WHAT TO WORK ON:
Retype the following data exactly, but leave its pictures out.

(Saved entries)
=======

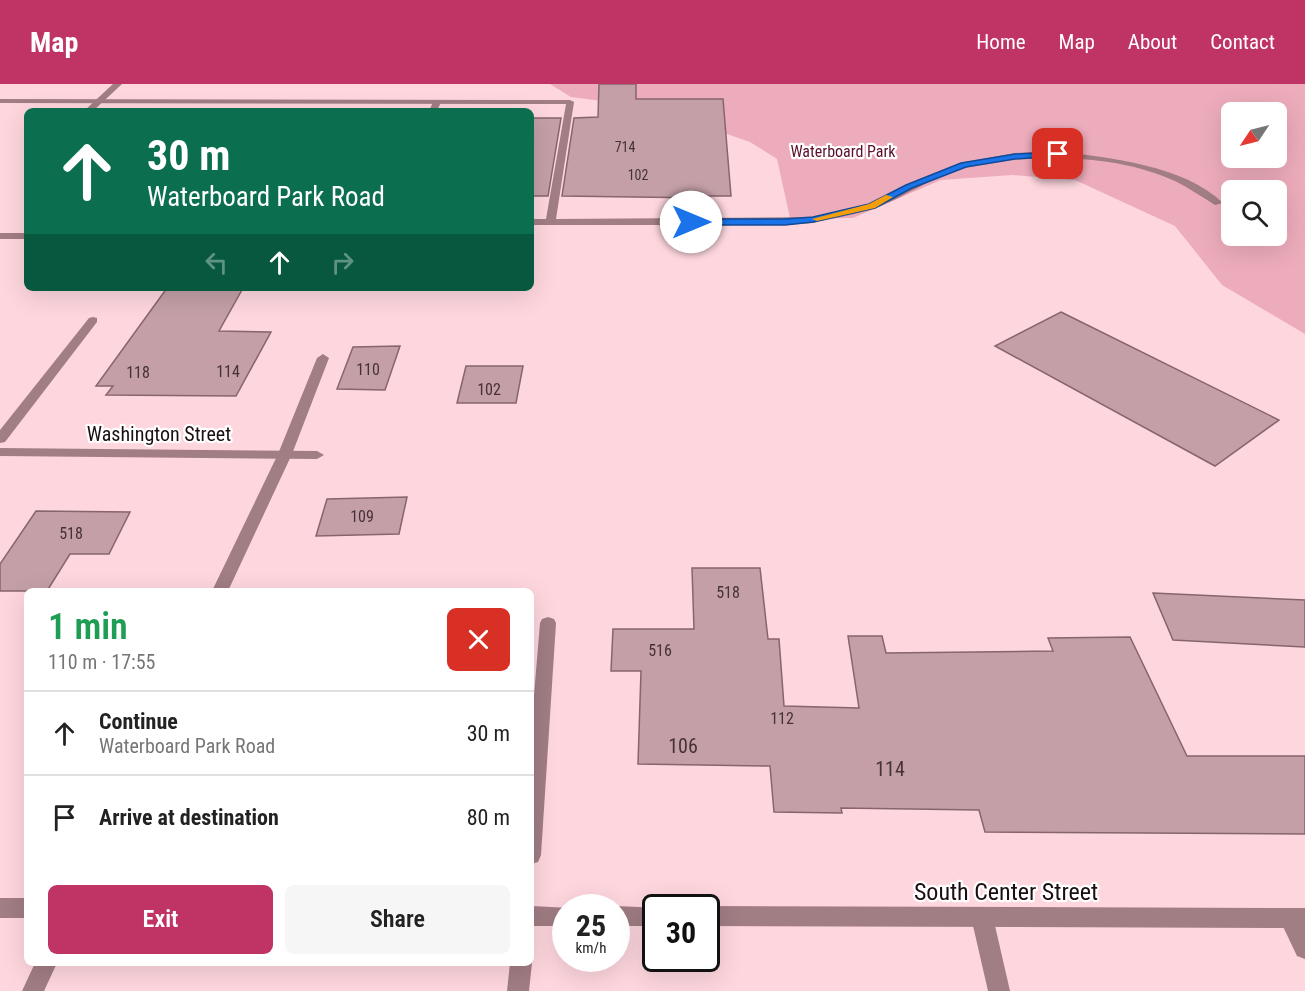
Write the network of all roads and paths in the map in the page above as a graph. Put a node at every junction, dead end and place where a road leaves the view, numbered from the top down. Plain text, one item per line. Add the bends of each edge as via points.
1 (118, 84) edge
2 (0, 101) edge
3 (101, 101) junction
4 (437, 102) junction
5 (92, 108) edge
6 (434, 108) edge
7 (1218, 203) dead end
8 (550, 221) junction
9 (534, 222) edge
10 (0, 236) edge
11 (24, 236) edge
12 (93, 320) dead end
13 (323, 358) dead end
14 (0, 439) edge
15 (0, 452) edge
16 (285, 454) junction
17 (317, 455) dead end
18 (221, 588) edge
19 (548, 623) dead end
20 (534, 814) edge
21 (0, 908) edge
22 (24, 909) edge
23 (534, 916) edge
24 (552, 916) edge
25 (720, 916) edge
26 (982, 917) junction
27 (1297, 918) edge
28 (1305, 948) edge
29 (45, 966) edge
30 (521, 966) edge
31 (33, 991) edge
32 (518, 991) edge
33 (999, 991) edge

1 - 3 street
2 - 3 street
3 - 4 street
3 - 5 street
4 - 6 street
4 - 8 street via 570,102
7 - 8 street via 1178,179 1127,163 1058,154 1015,156 964,165 872,206 813,220
8 - 9 street
10 - 11 street
12 - 14 street
13 - 16 street
15 - 16 street, Washington Street
16 - 17 street, Washington Street
16 - 18 street
19 - 20 street
21 - 22 street
23 - 24 street
25 - 26 street, South Center Street
26 - 27 street, South Center Street
26 - 33 street
27 - 28 street
29 - 31 street
30 - 32 street

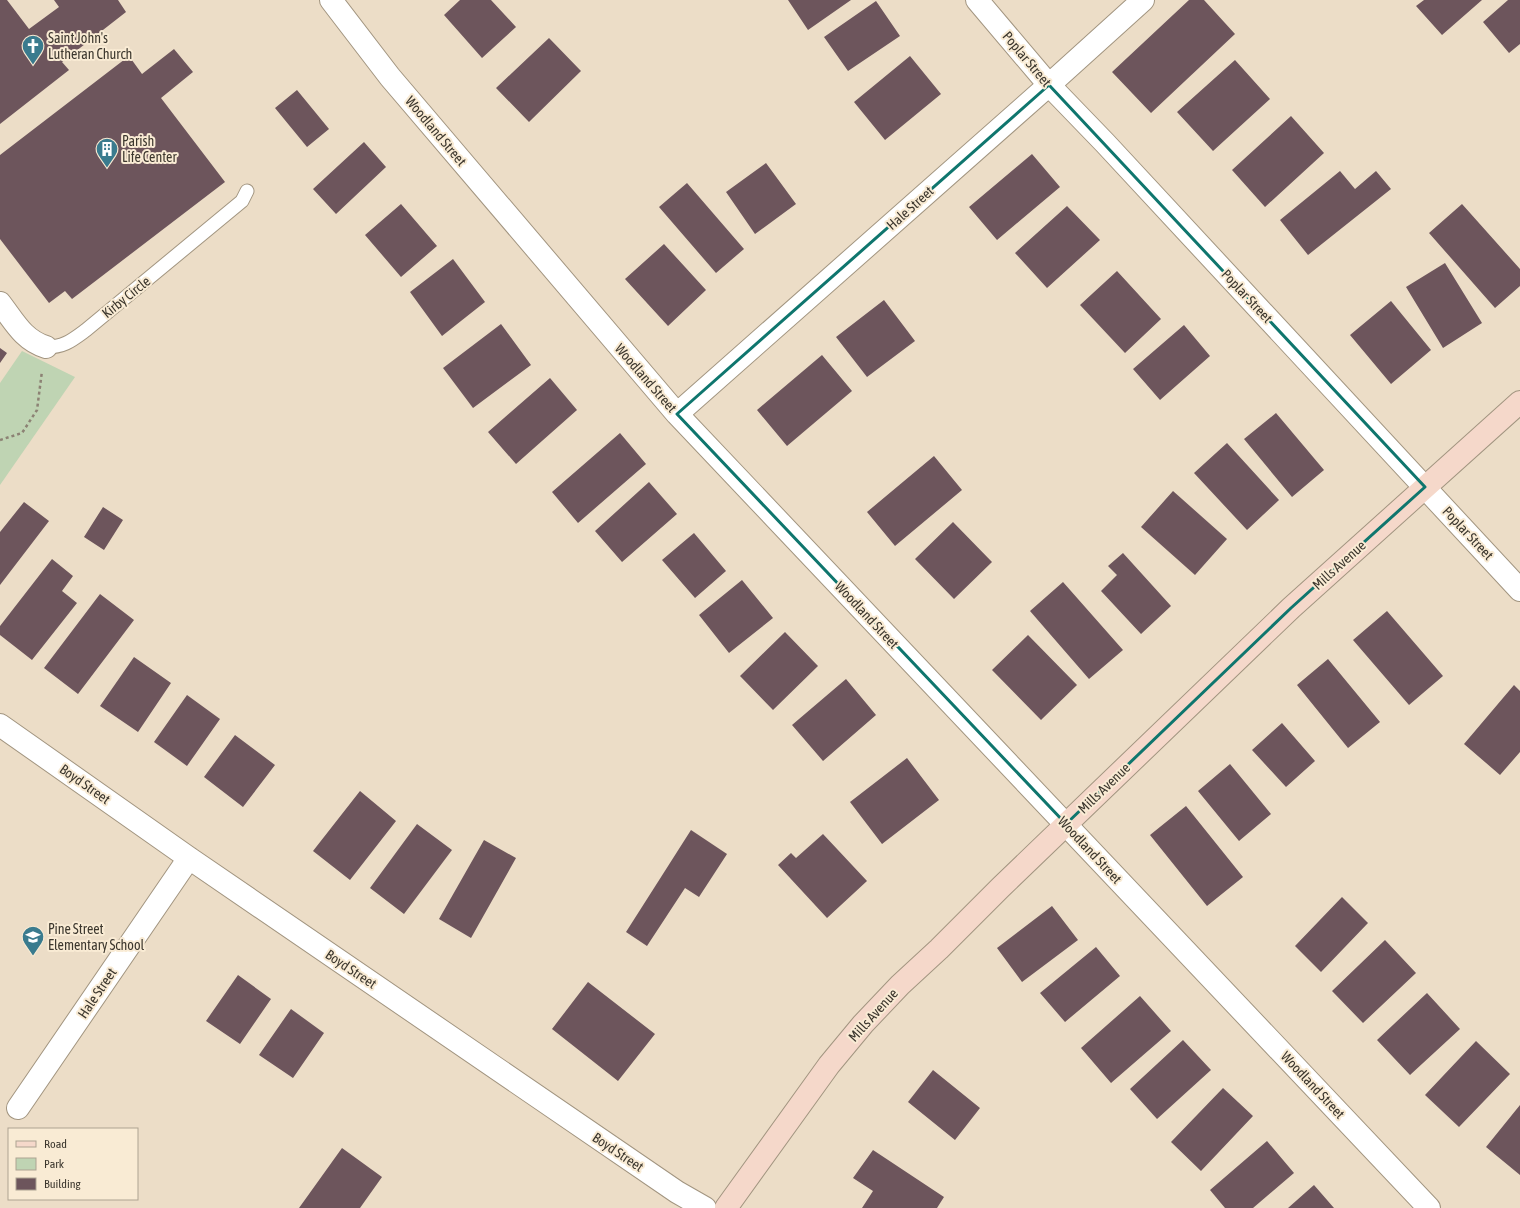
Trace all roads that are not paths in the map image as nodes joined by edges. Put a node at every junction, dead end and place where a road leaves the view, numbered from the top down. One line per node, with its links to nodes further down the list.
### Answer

=======

THE COMPLETED TASK:
Write the network of all roads and paths in the map in the page above as a graph. Put a node at every junction, dead end and place where a road leaves the view, numbered from the top down. Plain text, one item per line. Add the bends of each edge as via points.
1 (118, 84) edge
2 (0, 101) edge
3 (101, 101) junction
4 (437, 102) junction
5 (92, 108) edge
6 (434, 108) edge
7 (1218, 203) dead end
8 (550, 221) junction
9 (534, 222) edge
10 (0, 236) edge
11 (24, 236) edge
12 (93, 320) dead end
13 (323, 358) dead end
14 (0, 439) edge
15 (0, 452) edge
16 (285, 454) junction
17 (317, 455) dead end
18 (221, 588) edge
19 (548, 623) dead end
20 (534, 814) edge
21 (0, 908) edge
22 (24, 909) edge
23 (534, 916) edge
24 (552, 916) edge
25 (720, 916) edge
26 (982, 917) junction
27 (1297, 918) edge
28 (1305, 948) edge
29 (45, 966) edge
30 (521, 966) edge
31 (33, 991) edge
32 (518, 991) edge
33 (999, 991) edge

1 - 3 street
2 - 3 street
3 - 4 street
3 - 5 street
4 - 6 street
4 - 8 street via 570,102
7 - 8 street via 1178,179 1127,163 1058,154 1015,156 964,165 872,206 813,220
8 - 9 street
10 - 11 street
12 - 14 street
13 - 16 street
15 - 16 street, Washington Street
16 - 17 street, Washington Street
16 - 18 street
19 - 20 street
21 - 22 street
23 - 24 street
25 - 26 street, South Center Street
26 - 27 street, South Center Street
26 - 33 street
27 - 28 street
29 - 31 street
30 - 32 street

Trace all roads that are not paths in the map image as nodes joined by edges. Put a node at every junction, dead end and place where a road leaves the view, numbered from the top down. One line per node, with its links to nodes further down the list.
### Answer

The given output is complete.